Optimale Gebäudegeometrien
Die Frage nach der energetisch optimalen Gebäudegeometrie ist schwieriger zu beantworten als bisher angenommen wurde: Während für die Reduzierung des Heizenergiebedarfs geringe Oberflächen von Vorteil sind, wird die Besonnung, Belichtung und Belüftung durch große Gebäudeoberflächen verbessert. Die bisherigen Ansätze des energiesparenden Bauens beruhen auf einer Reduzierung der Energieflüsse zur Heizenergieeinsparung. Le Corbusier geht von der gegenteiligen Idee der Maximierung der Austauschprozesse aus. Dahinter steht die Vorstellung vom fließenden Raum. Innen und Außen sollen in einem offenen Autausch zueinander stehen und eng miteinander verbunden sein. In Hinsicht auf ein optimales Raumklima ist weder eine absolute Reduzierung noch eine absolute Maximierung der Energieströme erstrebenswert. Für die einzelnen Parameter - Licht, Luft, Wärme - sind die Optima verschieden und sind auch im Jahresverlauf äußerst unterschiedlich. Bei der energetischen Optimierung stellen die verschiedenen Energieflüsse somit unterschiedliche Anforderungen an die Gebäudeform:

- Für eine Vermeidung von Wärmeverlusten sind geringe Oberflächen vorteilhaft. Die Bedeutung der Oberflächengröße ist jedoch abhängig von den Oberflächeneigenschaften. Bei einem konventionell gedämmten Wohngebäude kann durch die Halbierung der Außenoberfläche der Heizenergiebeadrf um 30% verringert werden. Bei einem sehr gut gedämmten Niedrigenergiehaus wird durch die Halbierung der Außenoberfläche der Heizenergiebedarf nur um 12% gesenkt. Hier spielen andere Faktoren wie der Lüftungswärmebedarf eine wesentlich entscheidendere Rolle.
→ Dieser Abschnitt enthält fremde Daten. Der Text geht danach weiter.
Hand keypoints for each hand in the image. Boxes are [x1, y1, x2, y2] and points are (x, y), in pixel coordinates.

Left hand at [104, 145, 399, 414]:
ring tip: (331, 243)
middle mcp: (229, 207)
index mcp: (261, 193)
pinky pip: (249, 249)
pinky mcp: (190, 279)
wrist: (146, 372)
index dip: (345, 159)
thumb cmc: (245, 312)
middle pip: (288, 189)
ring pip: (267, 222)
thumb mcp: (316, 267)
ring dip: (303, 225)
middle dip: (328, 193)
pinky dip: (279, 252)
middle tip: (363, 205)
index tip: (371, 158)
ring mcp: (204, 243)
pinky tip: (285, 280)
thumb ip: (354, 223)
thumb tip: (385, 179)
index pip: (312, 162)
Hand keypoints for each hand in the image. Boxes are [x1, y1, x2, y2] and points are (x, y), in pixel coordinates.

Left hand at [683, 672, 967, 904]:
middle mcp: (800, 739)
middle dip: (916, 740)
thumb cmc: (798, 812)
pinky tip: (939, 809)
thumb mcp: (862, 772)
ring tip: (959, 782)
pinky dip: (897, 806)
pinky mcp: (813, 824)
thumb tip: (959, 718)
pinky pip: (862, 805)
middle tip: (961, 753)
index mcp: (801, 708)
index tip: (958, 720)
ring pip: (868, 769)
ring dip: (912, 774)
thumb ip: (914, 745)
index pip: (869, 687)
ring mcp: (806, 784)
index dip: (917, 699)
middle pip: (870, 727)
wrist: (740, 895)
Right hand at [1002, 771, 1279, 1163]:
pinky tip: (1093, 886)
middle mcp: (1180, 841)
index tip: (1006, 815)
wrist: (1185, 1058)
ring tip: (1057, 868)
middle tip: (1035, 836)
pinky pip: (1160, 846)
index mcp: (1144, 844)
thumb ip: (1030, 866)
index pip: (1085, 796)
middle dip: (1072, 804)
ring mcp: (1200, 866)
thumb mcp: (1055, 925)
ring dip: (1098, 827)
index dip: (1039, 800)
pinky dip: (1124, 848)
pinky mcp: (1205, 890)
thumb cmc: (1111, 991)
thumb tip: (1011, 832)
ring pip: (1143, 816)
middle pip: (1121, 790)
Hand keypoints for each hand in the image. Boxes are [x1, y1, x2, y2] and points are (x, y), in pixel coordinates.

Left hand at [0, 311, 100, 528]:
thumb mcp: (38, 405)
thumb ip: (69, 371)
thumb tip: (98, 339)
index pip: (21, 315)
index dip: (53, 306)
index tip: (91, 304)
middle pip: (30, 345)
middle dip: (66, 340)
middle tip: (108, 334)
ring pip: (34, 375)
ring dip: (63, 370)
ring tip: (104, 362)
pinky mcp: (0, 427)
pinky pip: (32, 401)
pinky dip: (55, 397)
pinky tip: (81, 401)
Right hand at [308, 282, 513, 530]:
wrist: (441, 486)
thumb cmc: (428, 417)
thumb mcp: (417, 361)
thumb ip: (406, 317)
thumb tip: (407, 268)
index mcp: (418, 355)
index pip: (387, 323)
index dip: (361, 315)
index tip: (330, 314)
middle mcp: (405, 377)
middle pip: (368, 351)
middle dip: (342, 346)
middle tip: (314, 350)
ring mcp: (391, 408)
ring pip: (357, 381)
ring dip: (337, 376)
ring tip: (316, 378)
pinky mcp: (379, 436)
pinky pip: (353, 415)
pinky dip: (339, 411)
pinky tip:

- Zur Optimierung von solaren Energiegewinnen sind große, südorientierte Flächen vorteilhaft. Gebäudehüllen mit transparenter Wärmedämmung weisen auch in unserer Klimazone während der Heizperiode eine positive Wärmebilanz auf. Die Transmissionswärmeverluste südorientierter Flächen werden durch die solaren Wärmegewinne mehr als ausgeglichen. Für das Energieautarke Solarhaus des Fraunhofer Instituts Freiburg wurden verschiedene Gebäudegeometrien unter Berücksichtigung solarer Wärmegewinne untersucht. Als am besten erwies sich hierbei ein langgestreckter, nach Süden orientiert Baukörper mit einem Verhältnis Breite zu Tiefe von ca. 3:1.
- Für eine natürliche Lüftung und Beleuchtung darf im allgemeinen die Baukörpertiefe nicht mehr als 15 m betragen. Das heißt, das Verhältnis von Außenfläche zu Volumen sollte ein bestimmtes Minimum nicht unterschreiten. Je größer ein Gebäude ist, desto aufgelockerter muß die Gebäudegeometrie sein. Da eine künstliche Beleuchtung und Belüftung eines Gebäudes wesentlich mehr Primärenergie benötigt als die Beheizung, sollte die Verringerung des Heizenergiebedarfs durch Oberflächenminimierung in keinem Fall die natürliche Beleuchtung und Belüftung verhindern.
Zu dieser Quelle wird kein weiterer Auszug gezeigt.